Published: 20 March 2010



T-cell interferon-gamma release assays (IGRAs) may have a role in the diagnosis of active tuberculosis when evaluating patients for whom standard microbiology has limited sensitivity. Our objective was to examine the accuracy of a commercial IGRA for diagnosis of active tuberculosis in HIV-infected persons.


We enrolled HIV-infected patients admitted to Mulago Hospital in Kampala, Uganda with cough ≥ 2 weeks. All patients underwent standard medical evaluation. We collected peripheral blood specimens at enrollment and performed a commercial, ELISPOT-based IGRA according to the manufacturer's recommendations. IGRA sensitivity and specificity were determined using mycobacterial culture results as the reference standard.
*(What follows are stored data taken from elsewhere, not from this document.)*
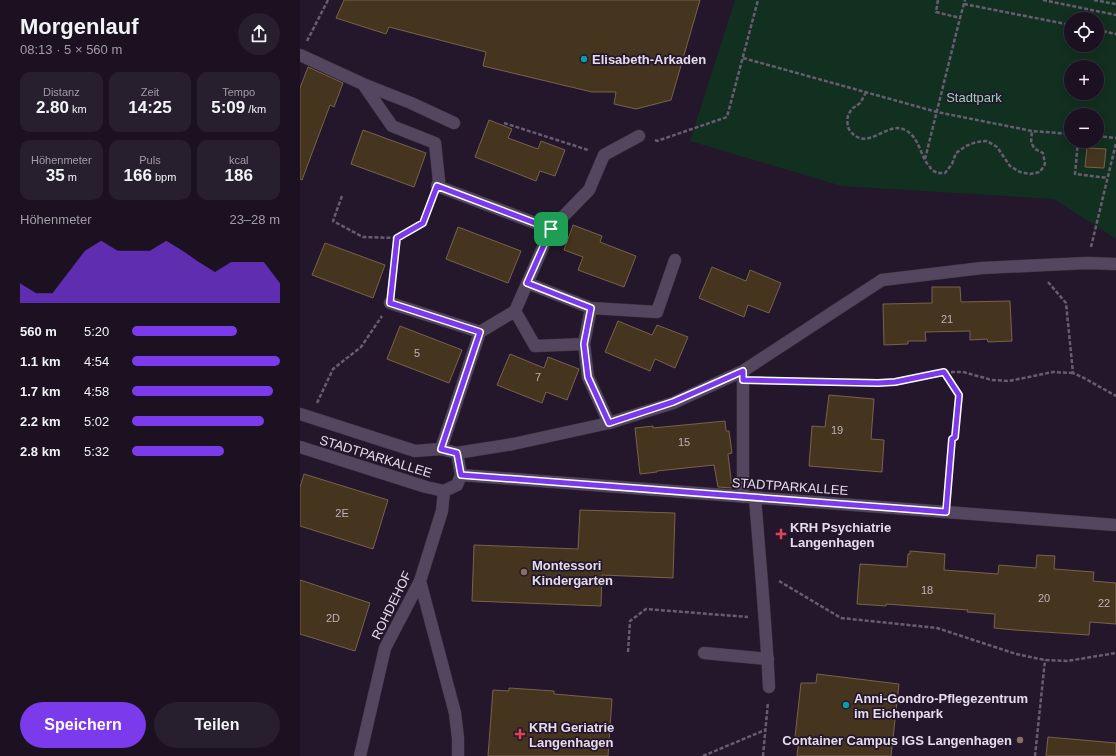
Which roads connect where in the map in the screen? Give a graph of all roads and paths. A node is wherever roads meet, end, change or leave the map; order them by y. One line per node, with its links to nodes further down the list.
1 (328, 0): 14 (path)
2 (758, 0): 15 (path)
3 (938, 0): 10 (path)
4 (965, 0): 7 (path)
5 (1043, 0): 9 (path)
6 (1094, 0): 8 (path)
7 (964, 4): 10 (path); 11 (path)
8 (1116, 4)
9 (1116, 15)
10 (960, 18): 18 (path)
11 (1064, 24)
12 (1104, 31): 13 (path)
13 (1116, 34)
14 (300, 55): 16 (street)
15 (743, 58): 17 (path); 23 (path)
16 (363, 84): 19 (street); 31 (street)
17 (866, 92): 18 (path); 29 (path)
18 (937, 112): 21 (path); 29 (path)
19 (454, 123)
20 (504, 123): 28 (path)
21 (1032, 131): 22 (path); 29 (path)
22 (1064, 133)
23 (639, 136): 28 (street)
24 (1104, 137): 25 (path)
25 (1116, 138)
26 (1116, 143): 30 (path)
27 (1077, 148): 30 (path)
28 (604, 155): 33 (street)
29 (925, 159)
30 (1108, 178): 36 (path)
31 (437, 186): 33 (street); 34 (path)
32 (342, 196): 34 (path)
33 (551, 229): 39 (street)
34 (397, 238): 40 (path)
35 (676, 260): 41 (street)
36 (1087, 263): 37 (street); 38 (street)
37 (1116, 264)
38 (1034, 265): 46 (path); 47 (street)
39 (527, 283): 41 (street); 42 (street)
40 (390, 303): 43 (street); 49 (path)
41 (591, 308): 44 (street)
42 (515, 311): 43 (street); 44 (street)
43 (480, 332): 52 (street)
44 (584, 344): 50 (street)
45 (944, 372): 46 (path); 47 (path); 57 (path)
46 (1073, 373): 48 (path)
47 (743, 375): 50 (street); 56 (street)
48 (1116, 396)
49 (305, 415): 52 (street, STADTPARKALLEE)
50 (609, 423): 53 (street)
51 (300, 447): 55 (street, STADTPARKALLEE)
52 (441, 449): 53 (street, STADTPARKALLEE)
53 (457, 453): 54 (street)
54 (461, 475): 55 (street, STADTPARKALLEE); 56 (street, STADTPARKALLEE)
55 (444, 491): 60 (street, ROHDEHOF)
56 (749, 497): 57 (street, STADTPARKALLEE); 59 (street)
57 (946, 512): 58 (street, STADTPARKALLEE)
58 (1116, 525)
59 (760, 571): 61 (street); 66 (path)
60 (420, 581): 69 (street, ROHDEHOF); 70 (street)
61 (766, 618): 62 (path); 65 (street)
62 (628, 652)
63 (704, 653): 65 (street)
64 (1116, 653): 66 (path)
65 (768, 659): 67 (street)
66 (1045, 660): 73 (path)
67 (769, 687): 68 (path)
68 (765, 730): 71 (path); 72 (path)
69 (360, 756)
70 (458, 756)
71 (703, 756)
72 (763, 756)
73 (1035, 756)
Overall, 236 patients were enrolled. The median CD4+ T-lymphocyte count was 49 cells/μl and 126 (53%) patients were diagnosed with active pulmonary tuberculosis. IGRAs were not performed in 24 (10%) patients due to insufficient mononuclear cell counts. In the remaining 212 patients, results were indeterminate in 54 (25%). IGRAs were positive in 95 of 158 (60%) patients with interpretable results. The proportion of positive test results was similar across CD4+ count strata. IGRA sensitivity was 73% and specificity 54%. IGRA results did not meaningfully alter the probability of active tuberculosis in patients with negative sputum smears.


An ELISPOT-based IGRA detected a high prevalence of latent tuberculosis infection in a hospitalized population of tuberculosis suspects with advanced HIV/AIDS but had limited utility for diagnosis of active tuberculosis in a high prevalence setting. Further research is needed to identify stronger and more specific immune responses in patients with active tuberculosis.